<<<<

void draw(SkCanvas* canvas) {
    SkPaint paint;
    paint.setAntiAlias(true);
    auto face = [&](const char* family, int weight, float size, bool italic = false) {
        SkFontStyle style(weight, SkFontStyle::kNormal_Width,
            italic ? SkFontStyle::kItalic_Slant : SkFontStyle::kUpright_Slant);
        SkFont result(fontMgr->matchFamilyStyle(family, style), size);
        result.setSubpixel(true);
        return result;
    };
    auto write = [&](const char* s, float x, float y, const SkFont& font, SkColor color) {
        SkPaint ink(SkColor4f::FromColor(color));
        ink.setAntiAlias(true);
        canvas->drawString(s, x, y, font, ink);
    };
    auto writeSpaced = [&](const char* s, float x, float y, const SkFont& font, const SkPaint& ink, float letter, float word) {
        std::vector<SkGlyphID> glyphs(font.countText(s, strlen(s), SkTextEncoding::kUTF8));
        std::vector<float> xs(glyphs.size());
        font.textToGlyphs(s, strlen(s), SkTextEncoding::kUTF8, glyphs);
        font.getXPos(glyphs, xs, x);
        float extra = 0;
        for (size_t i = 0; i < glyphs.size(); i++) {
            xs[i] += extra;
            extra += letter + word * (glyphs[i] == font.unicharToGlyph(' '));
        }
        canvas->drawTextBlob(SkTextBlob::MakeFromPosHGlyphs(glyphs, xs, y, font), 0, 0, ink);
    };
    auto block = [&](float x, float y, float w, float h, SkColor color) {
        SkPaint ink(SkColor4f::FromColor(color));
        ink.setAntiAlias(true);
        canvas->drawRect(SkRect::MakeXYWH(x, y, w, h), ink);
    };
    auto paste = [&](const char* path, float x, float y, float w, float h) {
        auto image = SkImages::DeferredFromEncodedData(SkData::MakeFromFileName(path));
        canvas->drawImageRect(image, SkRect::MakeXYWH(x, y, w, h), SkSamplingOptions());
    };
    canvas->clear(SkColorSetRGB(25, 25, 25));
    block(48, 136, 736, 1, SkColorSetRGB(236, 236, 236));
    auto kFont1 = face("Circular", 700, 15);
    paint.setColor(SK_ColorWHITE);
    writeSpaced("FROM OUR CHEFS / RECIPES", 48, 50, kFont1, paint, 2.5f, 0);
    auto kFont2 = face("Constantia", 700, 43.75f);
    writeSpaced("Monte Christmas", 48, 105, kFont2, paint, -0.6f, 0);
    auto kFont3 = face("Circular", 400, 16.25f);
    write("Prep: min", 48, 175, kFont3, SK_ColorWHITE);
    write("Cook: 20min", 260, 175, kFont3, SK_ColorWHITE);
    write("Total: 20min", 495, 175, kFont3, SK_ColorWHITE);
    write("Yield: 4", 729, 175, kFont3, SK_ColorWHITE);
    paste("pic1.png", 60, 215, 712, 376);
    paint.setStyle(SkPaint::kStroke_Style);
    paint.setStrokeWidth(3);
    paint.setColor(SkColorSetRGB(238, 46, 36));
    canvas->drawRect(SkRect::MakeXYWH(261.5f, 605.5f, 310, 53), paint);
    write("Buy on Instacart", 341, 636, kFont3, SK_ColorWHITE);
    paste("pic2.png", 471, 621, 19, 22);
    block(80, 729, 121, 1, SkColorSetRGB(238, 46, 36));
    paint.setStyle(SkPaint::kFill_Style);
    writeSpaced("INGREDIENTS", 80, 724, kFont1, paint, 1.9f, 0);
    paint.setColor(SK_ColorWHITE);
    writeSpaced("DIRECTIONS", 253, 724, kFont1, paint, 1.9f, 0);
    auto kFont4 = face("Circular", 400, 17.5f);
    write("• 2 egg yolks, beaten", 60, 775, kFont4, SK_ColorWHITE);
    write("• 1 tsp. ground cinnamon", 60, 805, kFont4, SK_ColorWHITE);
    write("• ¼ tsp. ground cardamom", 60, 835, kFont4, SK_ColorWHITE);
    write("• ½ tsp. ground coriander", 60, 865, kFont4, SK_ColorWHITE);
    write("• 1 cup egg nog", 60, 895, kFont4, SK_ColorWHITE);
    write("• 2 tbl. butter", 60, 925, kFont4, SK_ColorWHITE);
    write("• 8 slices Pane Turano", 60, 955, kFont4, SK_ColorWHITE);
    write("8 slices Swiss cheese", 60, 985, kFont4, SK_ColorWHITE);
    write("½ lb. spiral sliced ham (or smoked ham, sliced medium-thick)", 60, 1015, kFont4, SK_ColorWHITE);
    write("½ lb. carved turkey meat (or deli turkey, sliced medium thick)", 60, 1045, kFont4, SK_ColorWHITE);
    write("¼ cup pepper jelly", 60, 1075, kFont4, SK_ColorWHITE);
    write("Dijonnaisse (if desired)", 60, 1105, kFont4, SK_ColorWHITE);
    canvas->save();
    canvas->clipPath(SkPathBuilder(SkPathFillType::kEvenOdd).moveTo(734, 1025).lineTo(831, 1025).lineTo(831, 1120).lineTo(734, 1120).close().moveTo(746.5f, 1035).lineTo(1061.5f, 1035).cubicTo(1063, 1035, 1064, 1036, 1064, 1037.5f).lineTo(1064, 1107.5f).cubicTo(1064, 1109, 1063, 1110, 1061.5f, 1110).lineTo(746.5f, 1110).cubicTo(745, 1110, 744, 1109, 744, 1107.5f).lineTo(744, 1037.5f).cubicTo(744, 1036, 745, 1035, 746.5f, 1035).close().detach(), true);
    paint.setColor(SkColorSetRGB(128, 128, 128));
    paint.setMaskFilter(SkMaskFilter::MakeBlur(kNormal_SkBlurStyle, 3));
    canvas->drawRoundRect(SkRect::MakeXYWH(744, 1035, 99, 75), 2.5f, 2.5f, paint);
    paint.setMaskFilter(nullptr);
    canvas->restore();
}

>>>>

**Exercise prompt:**
In the data above, how many lines contain the string "SkFontStyle"? Answer with the number only.

**Response to the exercise:**
2